Ed è precisamente dalle aree rurali che è partito il moto di protesta che ha scosso l’esecutivo, galvanizzato e alimentato dal malcontento di due influenti gruppi di pressione: uno legato agli allevamenti per pellicce e l’altro legato agli allevamenti kosher.
La prima lobby è il riflesso di un’industria-chiave per l’economia nazionale che riunisce circa 550 aziende e fattura 1 miliardo e 600 milioni di euro l’anno dalla macellazione di circa 5 milioni e 200mila animali, soprattutto visoni e volpi. Nel complesso, l’industria delle pellicce di Varsavia è la terza al mondo per dimensioni, dietro soltanto a quelle di Pechino e Copenaghen.
La seconda lobby è meno visibile, ma non per questo meno influente, e gode anch’essa di una ramificazione transcontinentale, essendo la prima rifornitrice di carne kosher per le comunità ebraiche del Vecchio Continente e di Israele. Il progetto di legge voluto da Kaczynski arrecherebbe dei danni gravissimi ai produttori-esportatori di carne kosher, sia perché imporrebbe maggiori restrizioni a livello domestico sia perché ne vieterebbe l’esportazione.

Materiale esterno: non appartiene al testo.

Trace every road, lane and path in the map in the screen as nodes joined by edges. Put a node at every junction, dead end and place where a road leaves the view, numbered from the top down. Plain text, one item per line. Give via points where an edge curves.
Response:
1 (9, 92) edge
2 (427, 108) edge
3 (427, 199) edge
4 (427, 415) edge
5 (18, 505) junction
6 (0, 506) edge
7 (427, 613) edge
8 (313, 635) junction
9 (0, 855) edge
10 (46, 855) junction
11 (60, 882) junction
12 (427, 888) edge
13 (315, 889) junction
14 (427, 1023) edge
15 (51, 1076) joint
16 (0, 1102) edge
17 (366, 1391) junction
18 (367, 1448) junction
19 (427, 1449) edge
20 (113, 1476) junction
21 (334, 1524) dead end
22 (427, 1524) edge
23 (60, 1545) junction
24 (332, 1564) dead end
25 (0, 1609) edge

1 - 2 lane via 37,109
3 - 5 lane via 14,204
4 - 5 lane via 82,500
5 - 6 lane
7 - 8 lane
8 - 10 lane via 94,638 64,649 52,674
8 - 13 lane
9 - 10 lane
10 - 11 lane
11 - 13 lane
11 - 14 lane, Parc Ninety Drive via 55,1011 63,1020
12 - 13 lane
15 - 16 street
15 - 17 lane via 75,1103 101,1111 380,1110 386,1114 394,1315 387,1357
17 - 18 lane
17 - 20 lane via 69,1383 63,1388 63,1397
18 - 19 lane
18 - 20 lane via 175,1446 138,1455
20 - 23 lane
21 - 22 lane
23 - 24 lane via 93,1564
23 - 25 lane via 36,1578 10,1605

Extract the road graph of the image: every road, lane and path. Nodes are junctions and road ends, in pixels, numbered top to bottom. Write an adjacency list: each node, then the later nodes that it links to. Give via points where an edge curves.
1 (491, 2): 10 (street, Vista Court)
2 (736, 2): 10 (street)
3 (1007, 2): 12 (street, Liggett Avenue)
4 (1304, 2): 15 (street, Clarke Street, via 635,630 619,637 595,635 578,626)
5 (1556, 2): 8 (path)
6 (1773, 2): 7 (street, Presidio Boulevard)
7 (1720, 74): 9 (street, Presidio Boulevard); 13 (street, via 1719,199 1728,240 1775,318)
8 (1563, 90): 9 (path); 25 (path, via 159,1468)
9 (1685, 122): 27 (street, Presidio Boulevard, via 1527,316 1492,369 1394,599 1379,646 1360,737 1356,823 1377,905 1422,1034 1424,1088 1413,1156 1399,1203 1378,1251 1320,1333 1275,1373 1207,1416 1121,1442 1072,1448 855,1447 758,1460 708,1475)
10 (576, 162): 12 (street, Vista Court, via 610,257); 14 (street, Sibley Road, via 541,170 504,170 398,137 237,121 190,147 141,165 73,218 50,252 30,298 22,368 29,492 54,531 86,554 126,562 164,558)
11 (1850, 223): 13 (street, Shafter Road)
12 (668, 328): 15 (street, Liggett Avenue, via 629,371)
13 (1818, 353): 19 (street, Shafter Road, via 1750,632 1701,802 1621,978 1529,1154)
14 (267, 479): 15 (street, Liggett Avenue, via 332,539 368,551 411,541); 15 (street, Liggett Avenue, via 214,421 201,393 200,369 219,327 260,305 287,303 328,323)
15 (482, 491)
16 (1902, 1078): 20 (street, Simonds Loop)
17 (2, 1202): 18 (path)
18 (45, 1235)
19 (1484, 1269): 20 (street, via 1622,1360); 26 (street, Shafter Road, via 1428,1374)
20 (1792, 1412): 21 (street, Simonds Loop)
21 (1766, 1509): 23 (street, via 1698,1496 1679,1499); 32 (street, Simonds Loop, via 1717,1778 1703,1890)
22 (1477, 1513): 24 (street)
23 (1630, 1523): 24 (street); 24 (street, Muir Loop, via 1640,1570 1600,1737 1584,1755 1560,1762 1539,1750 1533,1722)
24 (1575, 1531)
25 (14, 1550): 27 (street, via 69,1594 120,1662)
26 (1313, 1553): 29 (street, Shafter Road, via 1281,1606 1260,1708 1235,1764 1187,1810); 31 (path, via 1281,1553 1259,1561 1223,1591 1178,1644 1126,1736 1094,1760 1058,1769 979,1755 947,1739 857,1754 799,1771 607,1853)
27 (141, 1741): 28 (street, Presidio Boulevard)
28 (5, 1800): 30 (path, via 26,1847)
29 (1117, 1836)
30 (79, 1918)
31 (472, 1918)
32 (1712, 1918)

Il malcontento dei due gruppi di pressione, che rappresentano due dei principali motori della realtà rurale polacca, ha preso forma il 16, il giorno precedente la votazione, quando l’Associazione polacca dei produttori di carne ha inscenato una protesta a Varsavia dinanzi la sede di PiS, accusando Kaczynski di “aver tradito la campagna”.
Cosa potrebbe succedere?
La svolta animalista ed ecologista di PiS potrebbe essere utile nel breve periodo, in quanto funzionale a stemperare la tensione con i protagonisti dell’opposizione, ma nel medio e lungo termine gli effetti potrebbero essere devastanti; la legge della cosiddetta “Polonia A e B” è nota e viene riconfermata di elezione in elezione: le città sono il bacino di riferimento di centristi e sinistra, le campagne sono appannaggio quasi esclusivo della destra.

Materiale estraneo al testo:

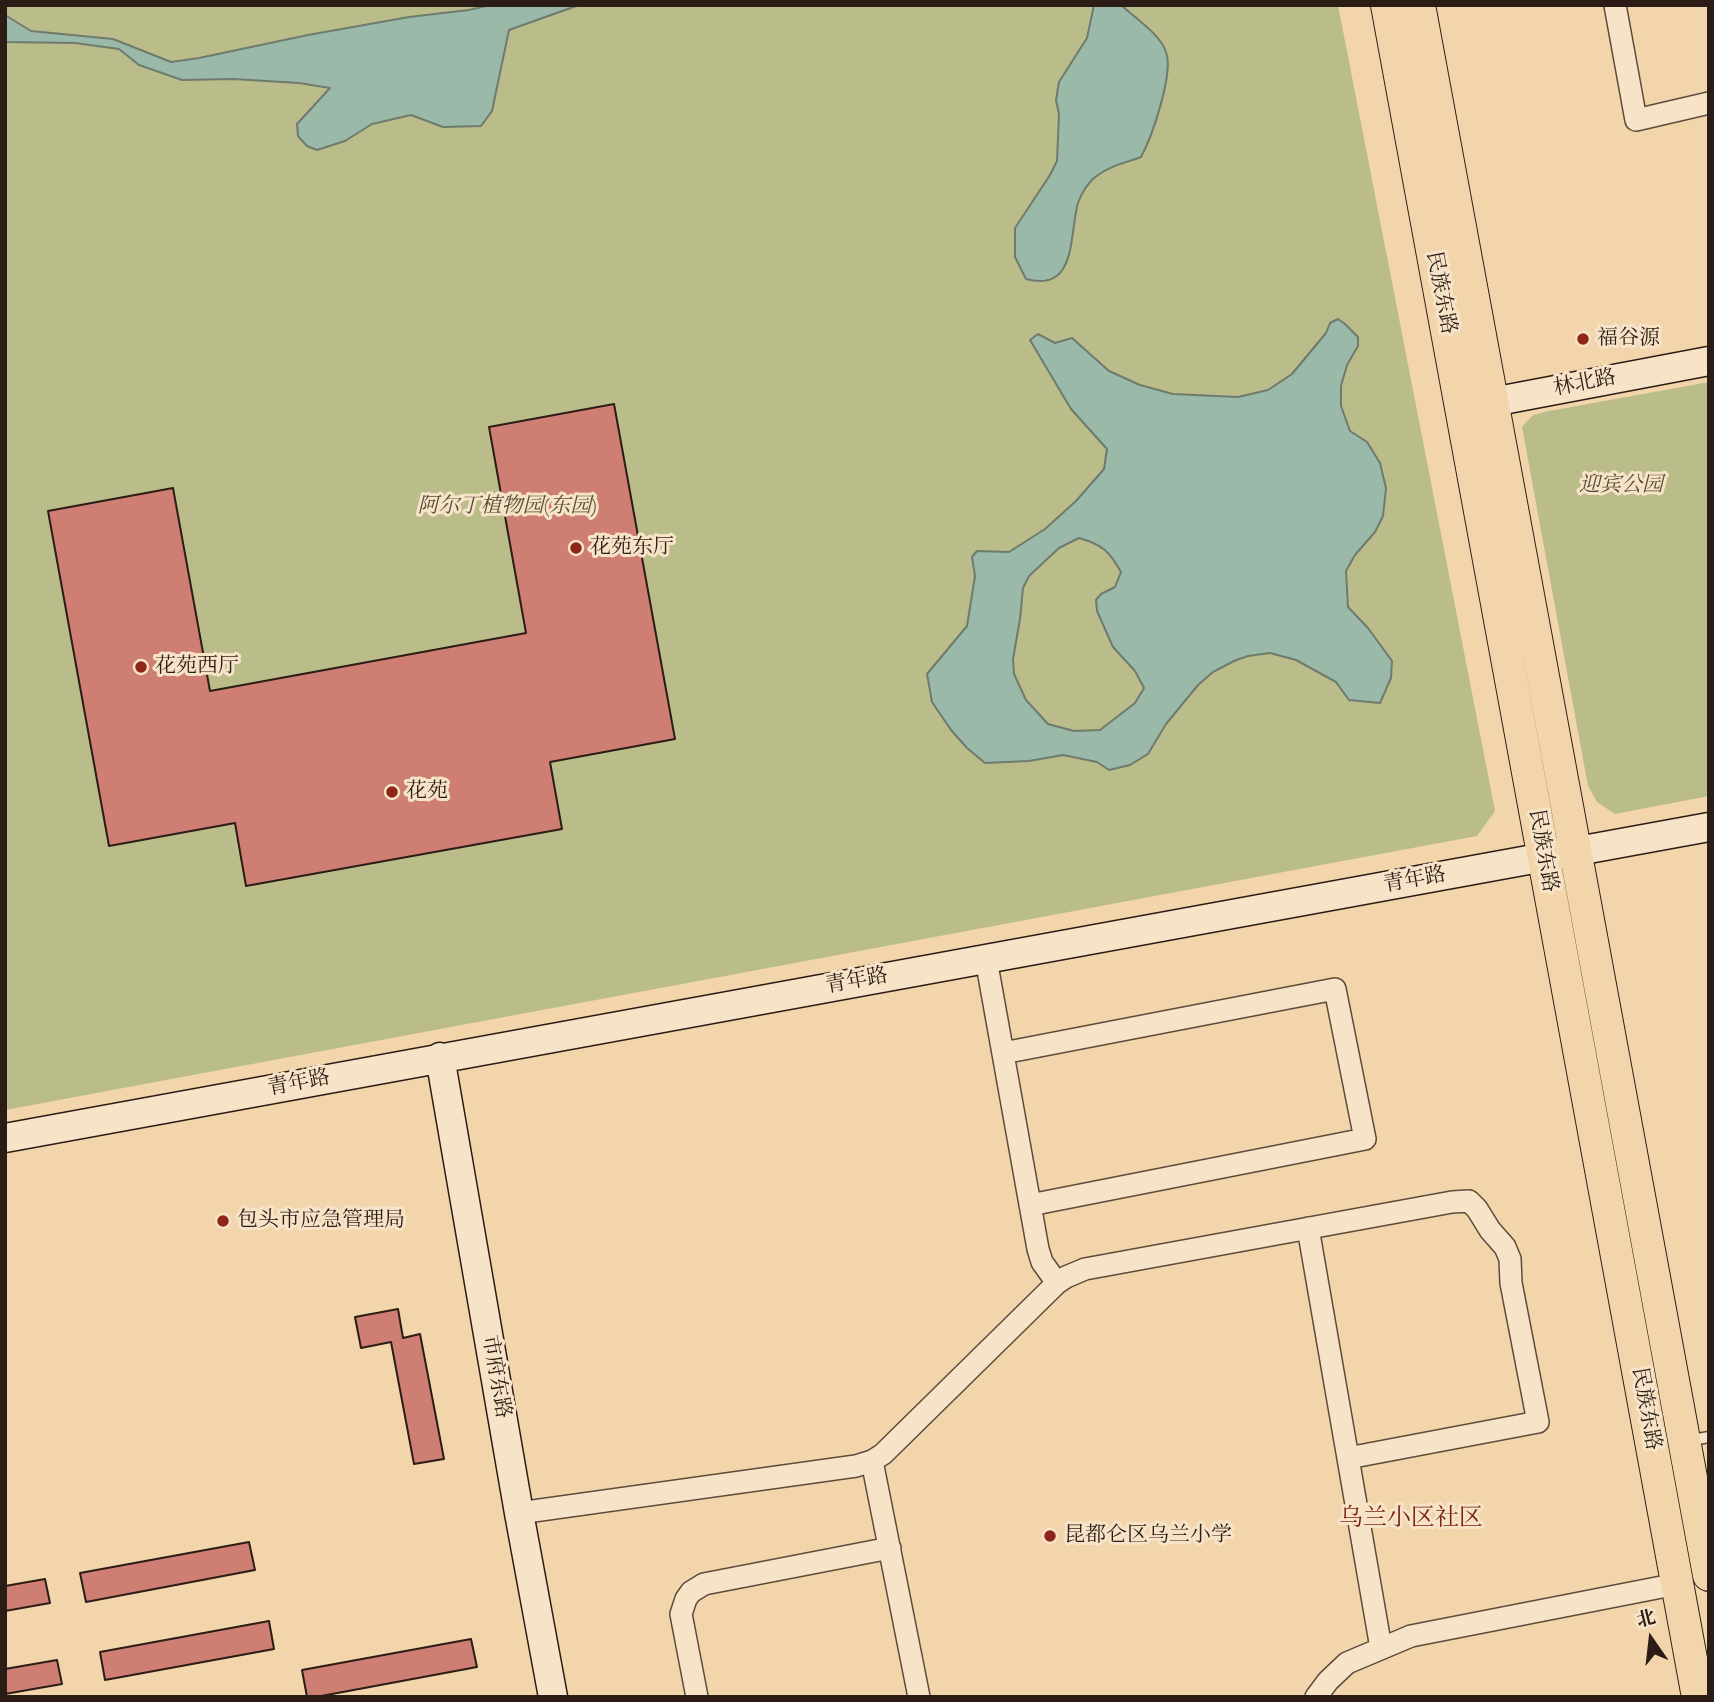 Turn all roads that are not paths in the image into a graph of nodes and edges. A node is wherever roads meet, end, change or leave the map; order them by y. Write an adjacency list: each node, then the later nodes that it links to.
1 (1387, 5): 7 (main road, 民族东路)
2 (1419, 5): 6 (main road, 民族东路)
3 (1615, 5): 4 (street)
4 (1709, 103)
5 (1709, 360): 6 (main road, 林北路)
6 (1492, 402): 7 (main road, 林北路); 9 (main road, 民族东路)
7 (1462, 407): 10 (main road, 民族东路)
8 (1709, 827): 9 (main road, 青年路)
9 (1575, 852): 10 (main road, 青年路); 18 (main road, 民族东路)
10 (1543, 858): 11 (main road, 青年路); 24 (main road, 民族东路)
11 (986, 959): 12 (street); 13 (main road, 青年路)
12 (1003, 1053): 15 (street); 15 (street)
13 (440, 1058): 14 (main road, 青年路); 21 (main road, 市府东路)
14 (5, 1138)
15 (1030, 1205): 17 (street)
16 (1308, 1228): 17 (street); 19 (street); 19 (street)
17 (1057, 1283): 20 (street)
18 (1696, 1439): 23 (main road, 民族东路)
19 (1348, 1458): 25 (street)
20 (873, 1461): 21 (street); 22 (street)
21 (519, 1513): 26 (main road, 市府东路)
22 (890, 1548): 27 (street); 28 (street)
23 (1709, 1575)
24 (1677, 1584): 25 (street); 30 (main road, 民族东路)
25 (1381, 1648): 29 (street)
26 (553, 1697)
27 (697, 1697)
28 (919, 1697)
29 (1316, 1697)
30 (1698, 1697)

Lo scenario più plausibile – a meno di svolte, ripensamenti e/o future leggi che vadano ad ammortizzare le perdite che subirebbero le due lobby – è un’emorragia di consensi da PiS in direzione di tutte quelle forze politiche conservatrici che si stanno opponendo a questa legge.

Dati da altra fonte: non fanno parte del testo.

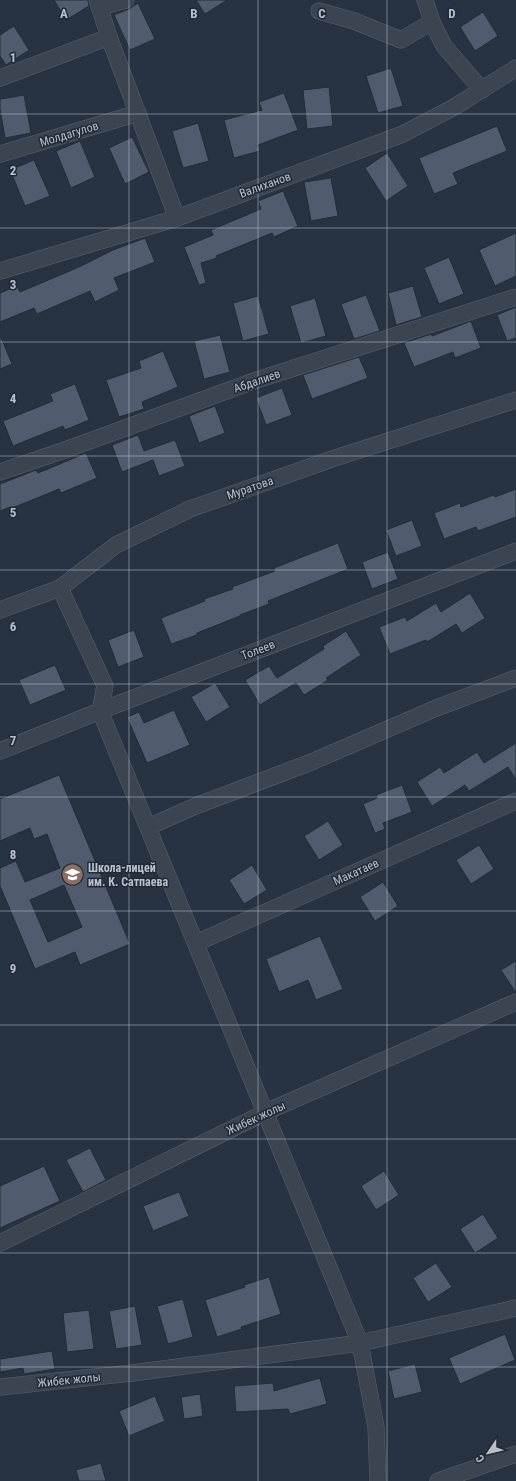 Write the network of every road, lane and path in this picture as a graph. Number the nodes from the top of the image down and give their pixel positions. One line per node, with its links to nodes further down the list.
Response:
1 (126, 0): 3 (street)
2 (425, 0): 5 (street)
3 (98, 4): 6 (street)
4 (319, 11): 5 (street)
5 (432, 22): 11 (street)
6 (109, 37): 8 (street); 12 (street)
7 (516, 68): 9 (street, Валиханов)
8 (0, 78)
9 (495, 82): 10 (street); 11 (street, Валиханов)
10 (516, 82)
11 (482, 90): 14 (street, Валиханов)
12 (138, 112): 13 (street, Молдагулов); 14 (street)
13 (0, 154)
14 (177, 218): 15 (street, Валиханов)
15 (0, 271)
16 (516, 297): 18 (street, Абдалиев)
17 (516, 400): 20 (street, Муратова)
18 (0, 472)
19 (516, 551): 23 (street, Толеев)
20 (60, 588): 21 (street, Муратова); 23 (street)
21 (0, 610)
22 (516, 678): 26 (street)
23 (100, 710): 24 (street, Толеев); 26 (street)
24 (0, 751)
25 (516, 801): 27 (street, Макатаев)
26 (148, 827): 27 (street)
27 (196, 943): 29 (street)
28 (516, 1002): 29 (street, Жибек жолы)
29 (266, 1112): 30 (street, Жибек жолы); 32 (street)
30 (0, 1243)
31 (516, 1308): 32 (street, Жибек жолы)
32 (360, 1343): 33 (street, Жибек жолы); 35 (street)
33 (0, 1387)
34 (516, 1454): 36 (street)
35 (378, 1481)
36 (438, 1481) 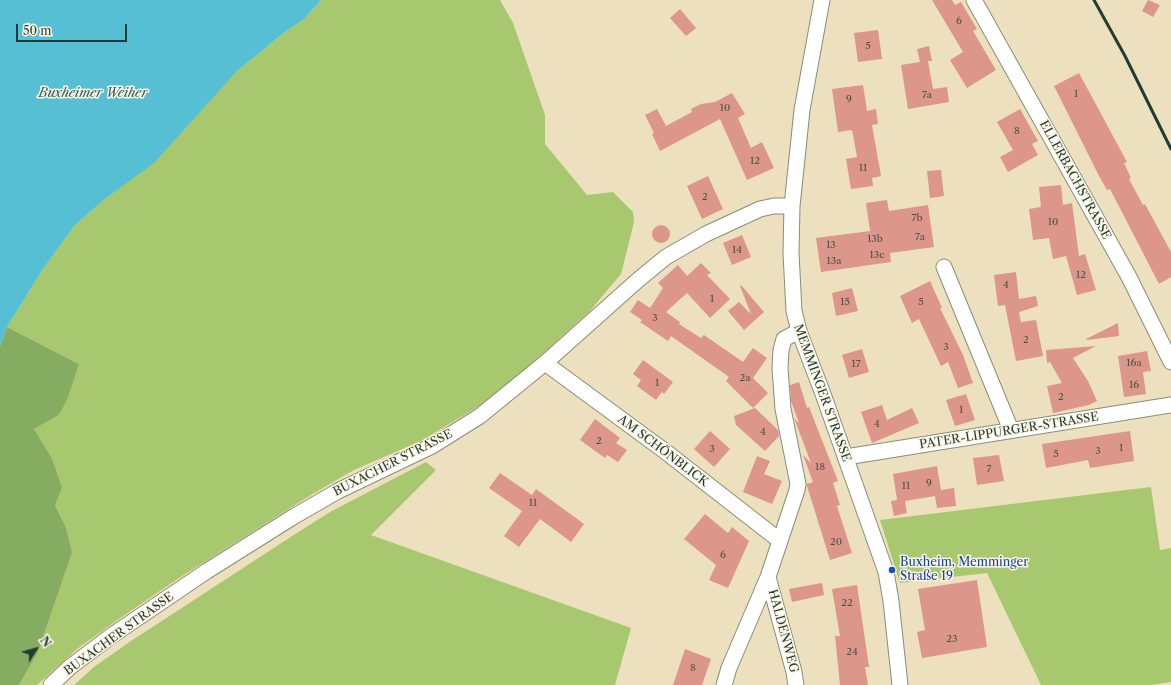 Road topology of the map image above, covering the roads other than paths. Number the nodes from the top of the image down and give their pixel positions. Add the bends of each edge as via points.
1 (822, 0) edge
2 (974, 0) edge
3 (792, 206) junction
4 (944, 267) dead end
5 (799, 331) junction
6 (1171, 362) edge
7 (545, 363) junction
8 (1171, 405) edge
9 (1011, 430) junction
10 (846, 457) junction
11 (780, 540) junction
12 (768, 577) junction
13 (51, 685) edge
14 (724, 685) edge
15 (796, 685) edge
16 (900, 685) edge

1 - 3 street, MEMMINGER STRASSE via 802,110
2 - 6 street, ELLERBACHSTRASSE via 1130,277
3 - 5 street, MEMMINGER STRASSE via 792,286
3 - 7 street, BUXACHER STRASSE via 760,209 706,234 666,257
4 - 9 street
5 - 10 street, MEMMINGER STRASSE
5 - 11 street via 784,339 781,350 783,409 798,484
7 - 11 street, AM SCHÖNBLICK
7 - 13 street, BUXACHER STRASSE via 459,430 432,446 338,491 207,571 88,653
8 - 9 street, PATER-LIPPURGER-STRASSE
9 - 10 street, PATER-LIPPURGER-STRASSE
10 - 16 street, MEMMINGER STRASSE via 887,578
11 - 12 street
12 - 14 street
12 - 15 street, HALDENWEG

Inoltre, non è da escludere che Piattaforma Civica, rivale per antonomasia di PiS, abbia sposato la battaglia di Kaczynski per ragioni di calcolo politico, ossia che abbia previsto lo scoppio di una crisi intestina al mondo della destra sfruttabile per rivitalizzare il fronte dell’opposizione, che dalla battaglia sui diritti degli animali uscirà indubbiamente più coeso e rafforzato rispetto ai suoi avversari.